1,747 bytes added, 19:39, 22 April 2008
Monitoring Performance with XenTop
== Monitoring Performance with XenTop ==
Anyone who has been using UNIX or Linux for any length of time (particularly since the days before GUI desktop environments) is probably familiar with the ''top'' command. This long standing toll is used to display information, such as CPU and memory usage, about processes running on a particular system. One of the best features of ''top'' is that is puts the process making the heaviest use of a particular resource at the top of the list. When a system is exhibiting performance degradation the ''top'' command is often the first port of call for the experienced system administrator.
''XenTop'' is essentially a Xen version of the origianl ''top'' utility and is used to show information about all the domains running on a particular system.
The ''XenTop'' tool is launched by typing ''xentop'' as root at the command-line. Whilst xentop can be launched without any commaond-line options it is worth knowing that a range of options are available and can be listed using the --help flag:
xentop --help
Usage: xentop [OPTION]
Displays ongoing information about xen vm resources
-h, --help display this help and exit
-V, --version output version information and exit
-d, --delay=SECONDS seconds between updates (default 3)

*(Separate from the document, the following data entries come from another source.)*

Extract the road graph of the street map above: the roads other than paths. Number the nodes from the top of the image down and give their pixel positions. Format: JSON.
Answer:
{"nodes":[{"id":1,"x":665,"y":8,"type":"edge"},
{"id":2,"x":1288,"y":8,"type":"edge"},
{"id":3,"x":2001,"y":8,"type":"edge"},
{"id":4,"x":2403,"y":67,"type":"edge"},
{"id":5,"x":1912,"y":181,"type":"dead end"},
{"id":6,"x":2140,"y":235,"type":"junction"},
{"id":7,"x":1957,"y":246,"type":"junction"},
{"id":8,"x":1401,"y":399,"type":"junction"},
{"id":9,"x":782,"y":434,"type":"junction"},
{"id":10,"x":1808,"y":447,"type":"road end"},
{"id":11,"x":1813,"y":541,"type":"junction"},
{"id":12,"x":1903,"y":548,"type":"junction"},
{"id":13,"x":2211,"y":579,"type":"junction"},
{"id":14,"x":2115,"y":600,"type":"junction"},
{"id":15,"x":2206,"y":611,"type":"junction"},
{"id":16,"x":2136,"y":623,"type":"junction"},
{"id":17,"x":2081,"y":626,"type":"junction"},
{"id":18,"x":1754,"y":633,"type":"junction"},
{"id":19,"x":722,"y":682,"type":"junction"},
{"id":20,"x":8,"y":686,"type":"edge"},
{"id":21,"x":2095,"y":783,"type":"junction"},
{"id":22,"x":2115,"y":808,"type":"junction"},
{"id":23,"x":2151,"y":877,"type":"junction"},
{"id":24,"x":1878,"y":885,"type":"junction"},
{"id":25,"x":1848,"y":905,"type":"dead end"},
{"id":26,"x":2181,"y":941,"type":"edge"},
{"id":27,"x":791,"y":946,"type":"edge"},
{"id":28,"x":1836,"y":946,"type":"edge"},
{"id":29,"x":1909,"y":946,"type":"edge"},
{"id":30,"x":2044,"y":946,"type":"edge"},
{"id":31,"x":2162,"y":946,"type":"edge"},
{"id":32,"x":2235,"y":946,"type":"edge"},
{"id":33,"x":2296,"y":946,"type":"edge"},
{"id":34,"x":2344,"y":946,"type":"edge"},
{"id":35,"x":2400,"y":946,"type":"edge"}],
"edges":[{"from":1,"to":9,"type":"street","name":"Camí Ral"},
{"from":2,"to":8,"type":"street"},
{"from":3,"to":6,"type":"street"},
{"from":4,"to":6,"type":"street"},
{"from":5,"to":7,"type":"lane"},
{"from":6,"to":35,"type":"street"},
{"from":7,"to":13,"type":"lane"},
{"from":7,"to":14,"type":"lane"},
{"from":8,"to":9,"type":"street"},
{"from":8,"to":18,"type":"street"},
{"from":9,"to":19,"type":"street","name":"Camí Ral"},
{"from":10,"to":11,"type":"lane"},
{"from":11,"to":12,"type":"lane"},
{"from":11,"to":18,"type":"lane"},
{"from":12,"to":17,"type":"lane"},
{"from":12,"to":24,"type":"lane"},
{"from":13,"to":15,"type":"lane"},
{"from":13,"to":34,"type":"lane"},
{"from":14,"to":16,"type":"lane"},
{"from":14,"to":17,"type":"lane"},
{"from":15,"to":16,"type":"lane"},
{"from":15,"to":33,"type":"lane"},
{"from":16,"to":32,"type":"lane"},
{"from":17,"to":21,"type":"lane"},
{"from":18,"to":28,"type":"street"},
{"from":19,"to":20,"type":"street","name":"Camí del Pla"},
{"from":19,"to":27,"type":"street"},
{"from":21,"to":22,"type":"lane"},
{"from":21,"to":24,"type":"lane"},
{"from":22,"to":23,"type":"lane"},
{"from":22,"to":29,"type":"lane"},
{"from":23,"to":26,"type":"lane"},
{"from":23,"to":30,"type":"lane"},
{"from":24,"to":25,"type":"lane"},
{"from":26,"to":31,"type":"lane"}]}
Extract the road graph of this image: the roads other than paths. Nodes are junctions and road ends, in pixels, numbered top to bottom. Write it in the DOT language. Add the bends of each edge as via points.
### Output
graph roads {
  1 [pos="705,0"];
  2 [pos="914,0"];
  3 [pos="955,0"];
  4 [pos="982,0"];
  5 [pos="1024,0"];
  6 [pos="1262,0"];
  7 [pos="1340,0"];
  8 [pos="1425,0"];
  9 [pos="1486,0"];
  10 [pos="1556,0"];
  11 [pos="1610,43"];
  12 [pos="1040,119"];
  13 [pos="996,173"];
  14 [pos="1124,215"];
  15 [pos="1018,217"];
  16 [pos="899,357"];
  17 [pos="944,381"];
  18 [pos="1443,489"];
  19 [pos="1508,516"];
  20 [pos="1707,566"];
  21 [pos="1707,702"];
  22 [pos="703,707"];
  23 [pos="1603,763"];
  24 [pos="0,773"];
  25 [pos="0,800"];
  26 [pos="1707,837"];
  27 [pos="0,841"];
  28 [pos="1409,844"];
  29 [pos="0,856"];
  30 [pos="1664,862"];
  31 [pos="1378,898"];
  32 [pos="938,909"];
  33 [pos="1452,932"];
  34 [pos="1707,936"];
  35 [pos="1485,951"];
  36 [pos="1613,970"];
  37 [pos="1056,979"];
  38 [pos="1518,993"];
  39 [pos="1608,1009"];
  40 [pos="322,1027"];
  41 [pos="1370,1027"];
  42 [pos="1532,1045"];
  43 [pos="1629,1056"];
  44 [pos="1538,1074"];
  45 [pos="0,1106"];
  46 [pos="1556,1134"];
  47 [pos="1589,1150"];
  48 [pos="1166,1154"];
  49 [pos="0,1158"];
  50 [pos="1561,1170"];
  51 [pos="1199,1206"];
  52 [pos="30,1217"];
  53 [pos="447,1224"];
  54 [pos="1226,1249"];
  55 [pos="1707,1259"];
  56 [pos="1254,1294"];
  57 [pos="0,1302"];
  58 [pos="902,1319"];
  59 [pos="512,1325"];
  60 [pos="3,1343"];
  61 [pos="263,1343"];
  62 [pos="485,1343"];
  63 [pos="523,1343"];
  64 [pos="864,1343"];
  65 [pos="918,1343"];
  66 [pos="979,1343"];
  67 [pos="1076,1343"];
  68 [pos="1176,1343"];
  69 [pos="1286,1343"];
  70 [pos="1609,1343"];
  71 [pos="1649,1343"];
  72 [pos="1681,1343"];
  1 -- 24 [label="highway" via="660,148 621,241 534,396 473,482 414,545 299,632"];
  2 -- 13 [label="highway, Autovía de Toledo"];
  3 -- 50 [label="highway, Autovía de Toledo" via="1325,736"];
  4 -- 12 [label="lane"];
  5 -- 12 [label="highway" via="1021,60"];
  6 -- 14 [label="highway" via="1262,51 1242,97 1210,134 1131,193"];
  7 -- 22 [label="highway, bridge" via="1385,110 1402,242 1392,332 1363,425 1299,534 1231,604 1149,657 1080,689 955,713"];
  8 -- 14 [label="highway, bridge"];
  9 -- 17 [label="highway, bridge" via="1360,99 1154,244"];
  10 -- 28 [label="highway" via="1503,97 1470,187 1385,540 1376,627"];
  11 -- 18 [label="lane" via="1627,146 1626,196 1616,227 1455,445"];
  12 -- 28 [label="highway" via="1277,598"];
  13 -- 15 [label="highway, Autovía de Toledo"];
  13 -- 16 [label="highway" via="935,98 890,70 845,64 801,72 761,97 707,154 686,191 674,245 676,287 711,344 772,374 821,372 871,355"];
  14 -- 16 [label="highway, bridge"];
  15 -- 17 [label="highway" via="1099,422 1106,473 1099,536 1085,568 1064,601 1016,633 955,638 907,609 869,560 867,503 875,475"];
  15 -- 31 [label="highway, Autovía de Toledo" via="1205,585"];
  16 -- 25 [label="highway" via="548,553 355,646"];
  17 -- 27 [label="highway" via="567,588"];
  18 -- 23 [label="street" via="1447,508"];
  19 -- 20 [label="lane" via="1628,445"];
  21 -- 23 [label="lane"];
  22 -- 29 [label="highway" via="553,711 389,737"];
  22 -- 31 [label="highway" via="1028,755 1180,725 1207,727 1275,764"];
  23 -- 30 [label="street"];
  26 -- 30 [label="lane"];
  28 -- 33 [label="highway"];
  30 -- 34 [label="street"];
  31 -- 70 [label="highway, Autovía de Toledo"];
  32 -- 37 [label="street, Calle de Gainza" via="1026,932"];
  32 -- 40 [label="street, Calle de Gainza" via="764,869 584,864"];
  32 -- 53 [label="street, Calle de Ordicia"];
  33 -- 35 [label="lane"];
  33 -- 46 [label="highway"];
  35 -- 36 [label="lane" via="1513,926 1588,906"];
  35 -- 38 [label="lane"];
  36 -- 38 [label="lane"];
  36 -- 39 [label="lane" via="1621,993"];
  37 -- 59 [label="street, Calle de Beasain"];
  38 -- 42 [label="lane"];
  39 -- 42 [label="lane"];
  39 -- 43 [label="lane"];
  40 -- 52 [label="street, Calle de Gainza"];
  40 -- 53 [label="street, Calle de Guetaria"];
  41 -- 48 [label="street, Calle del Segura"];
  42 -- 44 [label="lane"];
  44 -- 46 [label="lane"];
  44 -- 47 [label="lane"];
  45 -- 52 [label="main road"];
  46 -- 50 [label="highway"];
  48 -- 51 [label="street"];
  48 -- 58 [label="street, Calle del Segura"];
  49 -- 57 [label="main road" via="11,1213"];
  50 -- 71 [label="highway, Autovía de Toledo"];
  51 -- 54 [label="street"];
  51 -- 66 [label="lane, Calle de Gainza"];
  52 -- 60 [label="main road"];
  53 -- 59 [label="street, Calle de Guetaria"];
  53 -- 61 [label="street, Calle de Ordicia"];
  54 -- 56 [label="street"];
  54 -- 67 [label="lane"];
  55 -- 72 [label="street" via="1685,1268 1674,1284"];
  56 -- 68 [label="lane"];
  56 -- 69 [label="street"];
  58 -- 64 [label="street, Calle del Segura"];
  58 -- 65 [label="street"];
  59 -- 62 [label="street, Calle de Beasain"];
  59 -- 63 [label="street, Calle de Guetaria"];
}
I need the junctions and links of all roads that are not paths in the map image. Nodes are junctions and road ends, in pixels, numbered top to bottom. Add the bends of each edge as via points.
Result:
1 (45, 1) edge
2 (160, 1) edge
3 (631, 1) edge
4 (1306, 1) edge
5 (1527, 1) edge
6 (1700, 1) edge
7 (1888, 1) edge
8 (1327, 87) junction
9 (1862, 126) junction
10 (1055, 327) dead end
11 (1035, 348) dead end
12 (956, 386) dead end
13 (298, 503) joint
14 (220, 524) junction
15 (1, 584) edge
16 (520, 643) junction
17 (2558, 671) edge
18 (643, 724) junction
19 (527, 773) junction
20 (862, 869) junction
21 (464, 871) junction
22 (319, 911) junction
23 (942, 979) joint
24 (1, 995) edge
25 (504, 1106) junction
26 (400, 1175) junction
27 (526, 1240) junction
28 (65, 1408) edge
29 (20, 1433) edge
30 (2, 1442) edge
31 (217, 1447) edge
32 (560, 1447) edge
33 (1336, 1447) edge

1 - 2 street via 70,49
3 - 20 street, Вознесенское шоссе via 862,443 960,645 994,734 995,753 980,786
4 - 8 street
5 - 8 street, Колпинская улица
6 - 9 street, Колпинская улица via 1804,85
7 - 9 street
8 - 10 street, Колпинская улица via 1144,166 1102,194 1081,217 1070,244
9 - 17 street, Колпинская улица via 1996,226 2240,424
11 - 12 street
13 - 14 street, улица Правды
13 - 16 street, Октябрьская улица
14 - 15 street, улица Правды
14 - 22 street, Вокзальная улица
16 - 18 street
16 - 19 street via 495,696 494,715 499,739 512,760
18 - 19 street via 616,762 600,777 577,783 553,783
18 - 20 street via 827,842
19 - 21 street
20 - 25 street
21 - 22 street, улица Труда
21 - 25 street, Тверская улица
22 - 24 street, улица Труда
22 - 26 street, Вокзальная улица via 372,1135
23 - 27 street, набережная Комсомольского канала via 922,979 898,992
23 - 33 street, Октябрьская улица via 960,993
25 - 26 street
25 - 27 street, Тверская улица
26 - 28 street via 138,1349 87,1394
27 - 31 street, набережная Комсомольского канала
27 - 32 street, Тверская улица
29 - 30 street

-n, --networks output vif network data
-x, --vbds output vbd block device data
-r, --repeat-header repeat table header before each domain
-v, --vcpus output vcpu data
-b, --batch output in batch mode, no user input accepted
-i, --iterations number of iterations before exiting
Report bugs to <[email protected]>.
The following figure shows sample output from a XenTop session:
[[Image:XenTop_display.jpg|Monitoring Xen Domains with XenTop]]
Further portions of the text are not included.